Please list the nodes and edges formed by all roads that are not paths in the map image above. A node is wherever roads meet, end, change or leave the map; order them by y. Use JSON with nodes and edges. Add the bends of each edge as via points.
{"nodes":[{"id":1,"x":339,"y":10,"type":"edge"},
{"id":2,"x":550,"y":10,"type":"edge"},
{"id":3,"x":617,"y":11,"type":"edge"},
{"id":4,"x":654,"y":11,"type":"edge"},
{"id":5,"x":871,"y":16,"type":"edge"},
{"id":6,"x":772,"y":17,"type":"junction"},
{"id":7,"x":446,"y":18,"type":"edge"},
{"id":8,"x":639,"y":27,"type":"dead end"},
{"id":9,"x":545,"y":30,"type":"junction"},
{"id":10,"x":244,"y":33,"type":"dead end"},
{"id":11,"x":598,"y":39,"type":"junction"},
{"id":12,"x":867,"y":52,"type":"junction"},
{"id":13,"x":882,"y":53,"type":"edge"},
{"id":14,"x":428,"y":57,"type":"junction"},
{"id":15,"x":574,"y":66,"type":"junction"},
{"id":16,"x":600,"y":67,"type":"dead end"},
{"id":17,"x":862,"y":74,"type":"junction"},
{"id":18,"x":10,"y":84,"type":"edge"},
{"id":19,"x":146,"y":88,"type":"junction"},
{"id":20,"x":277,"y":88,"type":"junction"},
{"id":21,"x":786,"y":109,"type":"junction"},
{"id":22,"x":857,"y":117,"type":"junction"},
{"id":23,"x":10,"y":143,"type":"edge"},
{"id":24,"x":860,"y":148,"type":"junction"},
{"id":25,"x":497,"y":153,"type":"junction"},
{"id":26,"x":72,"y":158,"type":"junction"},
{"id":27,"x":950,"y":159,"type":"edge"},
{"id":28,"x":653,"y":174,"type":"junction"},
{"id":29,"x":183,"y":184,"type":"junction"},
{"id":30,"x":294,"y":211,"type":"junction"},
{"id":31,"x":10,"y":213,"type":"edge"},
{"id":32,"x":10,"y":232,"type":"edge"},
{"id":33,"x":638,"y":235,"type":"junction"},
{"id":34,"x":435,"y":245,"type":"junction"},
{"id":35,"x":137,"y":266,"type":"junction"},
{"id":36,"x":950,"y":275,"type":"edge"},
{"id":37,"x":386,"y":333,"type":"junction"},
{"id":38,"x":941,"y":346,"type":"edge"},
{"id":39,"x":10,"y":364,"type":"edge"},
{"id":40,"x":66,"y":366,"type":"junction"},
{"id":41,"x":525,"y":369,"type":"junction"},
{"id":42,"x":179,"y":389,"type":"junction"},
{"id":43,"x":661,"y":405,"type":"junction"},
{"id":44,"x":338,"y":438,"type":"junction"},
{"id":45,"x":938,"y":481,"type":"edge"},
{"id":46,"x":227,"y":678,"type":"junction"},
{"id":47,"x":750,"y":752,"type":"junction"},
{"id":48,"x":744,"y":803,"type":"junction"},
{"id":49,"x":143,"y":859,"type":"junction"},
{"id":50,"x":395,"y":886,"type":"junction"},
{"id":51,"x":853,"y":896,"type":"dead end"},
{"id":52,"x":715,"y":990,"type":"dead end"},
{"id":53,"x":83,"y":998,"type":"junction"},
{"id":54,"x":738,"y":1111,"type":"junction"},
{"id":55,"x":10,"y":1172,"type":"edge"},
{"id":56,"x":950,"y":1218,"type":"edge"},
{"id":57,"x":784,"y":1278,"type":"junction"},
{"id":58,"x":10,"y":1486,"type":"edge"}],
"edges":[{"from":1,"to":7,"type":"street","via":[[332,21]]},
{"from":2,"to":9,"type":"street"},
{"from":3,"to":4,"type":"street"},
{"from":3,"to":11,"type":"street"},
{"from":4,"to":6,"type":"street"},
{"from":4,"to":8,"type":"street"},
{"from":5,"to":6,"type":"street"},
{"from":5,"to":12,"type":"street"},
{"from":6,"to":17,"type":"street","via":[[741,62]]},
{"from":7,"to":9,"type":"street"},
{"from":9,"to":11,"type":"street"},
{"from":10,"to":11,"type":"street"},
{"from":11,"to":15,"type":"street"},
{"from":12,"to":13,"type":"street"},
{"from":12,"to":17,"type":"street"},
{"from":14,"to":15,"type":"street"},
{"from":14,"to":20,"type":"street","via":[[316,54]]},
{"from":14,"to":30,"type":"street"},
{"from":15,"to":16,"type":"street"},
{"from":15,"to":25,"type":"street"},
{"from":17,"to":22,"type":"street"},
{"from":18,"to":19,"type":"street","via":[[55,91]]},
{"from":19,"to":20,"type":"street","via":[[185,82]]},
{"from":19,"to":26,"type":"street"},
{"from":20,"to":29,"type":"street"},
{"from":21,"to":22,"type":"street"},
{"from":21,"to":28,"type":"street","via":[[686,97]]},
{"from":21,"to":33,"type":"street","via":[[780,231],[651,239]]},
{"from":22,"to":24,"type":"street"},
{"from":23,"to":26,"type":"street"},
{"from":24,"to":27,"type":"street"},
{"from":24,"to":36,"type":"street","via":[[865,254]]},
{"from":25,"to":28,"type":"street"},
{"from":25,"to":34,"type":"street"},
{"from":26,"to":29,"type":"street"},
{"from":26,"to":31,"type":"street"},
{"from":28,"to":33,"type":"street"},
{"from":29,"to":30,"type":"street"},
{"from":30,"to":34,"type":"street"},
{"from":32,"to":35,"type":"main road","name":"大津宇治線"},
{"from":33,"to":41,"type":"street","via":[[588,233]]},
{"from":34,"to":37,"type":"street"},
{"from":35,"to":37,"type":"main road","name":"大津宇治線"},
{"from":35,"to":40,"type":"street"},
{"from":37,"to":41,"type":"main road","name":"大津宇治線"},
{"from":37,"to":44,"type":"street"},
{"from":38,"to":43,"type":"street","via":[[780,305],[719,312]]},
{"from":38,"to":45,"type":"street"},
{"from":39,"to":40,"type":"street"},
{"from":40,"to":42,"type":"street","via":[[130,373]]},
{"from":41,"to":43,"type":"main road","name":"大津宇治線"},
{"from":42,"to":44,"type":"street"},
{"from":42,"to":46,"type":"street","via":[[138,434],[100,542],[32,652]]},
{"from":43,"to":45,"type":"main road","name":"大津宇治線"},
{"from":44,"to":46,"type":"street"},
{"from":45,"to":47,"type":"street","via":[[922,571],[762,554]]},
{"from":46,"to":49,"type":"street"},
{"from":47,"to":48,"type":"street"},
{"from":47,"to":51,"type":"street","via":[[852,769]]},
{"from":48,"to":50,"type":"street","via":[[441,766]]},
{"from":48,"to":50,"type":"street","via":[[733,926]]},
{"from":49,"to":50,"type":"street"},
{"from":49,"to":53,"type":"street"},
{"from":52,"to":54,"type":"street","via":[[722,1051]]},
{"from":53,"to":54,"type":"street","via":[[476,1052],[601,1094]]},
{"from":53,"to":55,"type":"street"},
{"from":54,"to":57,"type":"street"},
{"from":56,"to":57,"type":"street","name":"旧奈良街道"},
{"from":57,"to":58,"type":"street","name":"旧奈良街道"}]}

----

• TASK OBJECTIVE: For each record above, write it out again exactly.

• RESPONSE TO THIS EXERCISE:
Please list the nodes and edges formed by all roads that are not paths in the map image above. A node is wherever roads meet, end, change or leave the map; order them by y. Use JSON with nodes and edges. Add the bends of each edge as via points.
{"nodes":[{"id":1,"x":339,"y":10,"type":"edge"},
{"id":2,"x":550,"y":10,"type":"edge"},
{"id":3,"x":617,"y":11,"type":"edge"},
{"id":4,"x":654,"y":11,"type":"edge"},
{"id":5,"x":871,"y":16,"type":"edge"},
{"id":6,"x":772,"y":17,"type":"junction"},
{"id":7,"x":446,"y":18,"type":"edge"},
{"id":8,"x":639,"y":27,"type":"dead end"},
{"id":9,"x":545,"y":30,"type":"junction"},
{"id":10,"x":244,"y":33,"type":"dead end"},
{"id":11,"x":598,"y":39,"type":"junction"},
{"id":12,"x":867,"y":52,"type":"junction"},
{"id":13,"x":882,"y":53,"type":"edge"},
{"id":14,"x":428,"y":57,"type":"junction"},
{"id":15,"x":574,"y":66,"type":"junction"},
{"id":16,"x":600,"y":67,"type":"dead end"},
{"id":17,"x":862,"y":74,"type":"junction"},
{"id":18,"x":10,"y":84,"type":"edge"},
{"id":19,"x":146,"y":88,"type":"junction"},
{"id":20,"x":277,"y":88,"type":"junction"},
{"id":21,"x":786,"y":109,"type":"junction"},
{"id":22,"x":857,"y":117,"type":"junction"},
{"id":23,"x":10,"y":143,"type":"edge"},
{"id":24,"x":860,"y":148,"type":"junction"},
{"id":25,"x":497,"y":153,"type":"junction"},
{"id":26,"x":72,"y":158,"type":"junction"},
{"id":27,"x":950,"y":159,"type":"edge"},
{"id":28,"x":653,"y":174,"type":"junction"},
{"id":29,"x":183,"y":184,"type":"junction"},
{"id":30,"x":294,"y":211,"type":"junction"},
{"id":31,"x":10,"y":213,"type":"edge"},
{"id":32,"x":10,"y":232,"type":"edge"},
{"id":33,"x":638,"y":235,"type":"junction"},
{"id":34,"x":435,"y":245,"type":"junction"},
{"id":35,"x":137,"y":266,"type":"junction"},
{"id":36,"x":950,"y":275,"type":"edge"},
{"id":37,"x":386,"y":333,"type":"junction"},
{"id":38,"x":941,"y":346,"type":"edge"},
{"id":39,"x":10,"y":364,"type":"edge"},
{"id":40,"x":66,"y":366,"type":"junction"},
{"id":41,"x":525,"y":369,"type":"junction"},
{"id":42,"x":179,"y":389,"type":"junction"},
{"id":43,"x":661,"y":405,"type":"junction"},
{"id":44,"x":338,"y":438,"type":"junction"},
{"id":45,"x":938,"y":481,"type":"edge"},
{"id":46,"x":227,"y":678,"type":"junction"},
{"id":47,"x":750,"y":752,"type":"junction"},
{"id":48,"x":744,"y":803,"type":"junction"},
{"id":49,"x":143,"y":859,"type":"junction"},
{"id":50,"x":395,"y":886,"type":"junction"},
{"id":51,"x":853,"y":896,"type":"dead end"},
{"id":52,"x":715,"y":990,"type":"dead end"},
{"id":53,"x":83,"y":998,"type":"junction"},
{"id":54,"x":738,"y":1111,"type":"junction"},
{"id":55,"x":10,"y":1172,"type":"edge"},
{"id":56,"x":950,"y":1218,"type":"edge"},
{"id":57,"x":784,"y":1278,"type":"junction"},
{"id":58,"x":10,"y":1486,"type":"edge"}],
"edges":[{"from":1,"to":7,"type":"street","via":[[332,21]]},
{"from":2,"to":9,"type":"street"},
{"from":3,"to":4,"type":"street"},
{"from":3,"to":11,"type":"street"},
{"from":4,"to":6,"type":"street"},
{"from":4,"to":8,"type":"street"},
{"from":5,"to":6,"type":"street"},
{"from":5,"to":12,"type":"street"},
{"from":6,"to":17,"type":"street","via":[[741,62]]},
{"from":7,"to":9,"type":"street"},
{"from":9,"to":11,"type":"street"},
{"from":10,"to":11,"type":"street"},
{"from":11,"to":15,"type":"street"},
{"from":12,"to":13,"type":"street"},
{"from":12,"to":17,"type":"street"},
{"from":14,"to":15,"type":"street"},
{"from":14,"to":20,"type":"street","via":[[316,54]]},
{"from":14,"to":30,"type":"street"},
{"from":15,"to":16,"type":"street"},
{"from":15,"to":25,"type":"street"},
{"from":17,"to":22,"type":"street"},
{"from":18,"to":19,"type":"street","via":[[55,91]]},
{"from":19,"to":20,"type":"street","via":[[185,82]]},
{"from":19,"to":26,"type":"street"},
{"from":20,"to":29,"type":"street"},
{"from":21,"to":22,"type":"street"},
{"from":21,"to":28,"type":"street","via":[[686,97]]},
{"from":21,"to":33,"type":"street","via":[[780,231],[651,239]]},
{"from":22,"to":24,"type":"street"},
{"from":23,"to":26,"type":"street"},
{"from":24,"to":27,"type":"street"},
{"from":24,"to":36,"type":"street","via":[[865,254]]},
{"from":25,"to":28,"type":"street"},
{"from":25,"to":34,"type":"street"},
{"from":26,"to":29,"type":"street"},
{"from":26,"to":31,"type":"street"},
{"from":28,"to":33,"type":"street"},
{"from":29,"to":30,"type":"street"},
{"from":30,"to":34,"type":"street"},
{"from":32,"to":35,"type":"main road","name":"大津宇治線"},
{"from":33,"to":41,"type":"street","via":[[588,233]]},
{"from":34,"to":37,"type":"street"},
{"from":35,"to":37,"type":"main road","name":"大津宇治線"},
{"from":35,"to":40,"type":"street"},
{"from":37,"to":41,"type":"main road","name":"大津宇治線"},
{"from":37,"to":44,"type":"street"},
{"from":38,"to":43,"type":"street","via":[[780,305],[719,312]]},
{"from":38,"to":45,"type":"street"},
{"from":39,"to":40,"type":"street"},
{"from":40,"to":42,"type":"street","via":[[130,373]]},
{"from":41,"to":43,"type":"main road","name":"大津宇治線"},
{"from":42,"to":44,"type":"street"},
{"from":42,"to":46,"type":"street","via":[[138,434],[100,542],[32,652]]},
{"from":43,"to":45,"type":"main road","name":"大津宇治線"},
{"from":44,"to":46,"type":"street"},
{"from":45,"to":47,"type":"street","via":[[922,571],[762,554]]},
{"from":46,"to":49,"type":"street"},
{"from":47,"to":48,"type":"street"},
{"from":47,"to":51,"type":"street","via":[[852,769]]},
{"from":48,"to":50,"type":"street","via":[[441,766]]},
{"from":48,"to":50,"type":"street","via":[[733,926]]},
{"from":49,"to":50,"type":"street"},
{"from":49,"to":53,"type":"street"},
{"from":52,"to":54,"type":"street","via":[[722,1051]]},
{"from":53,"to":54,"type":"street","via":[[476,1052],[601,1094]]},
{"from":53,"to":55,"type":"street"},
{"from":54,"to":57,"type":"street"},
{"from":56,"to":57,"type":"street","name":"旧奈良街道"},
{"from":57,"to":58,"type":"street","name":"旧奈良街道"}]}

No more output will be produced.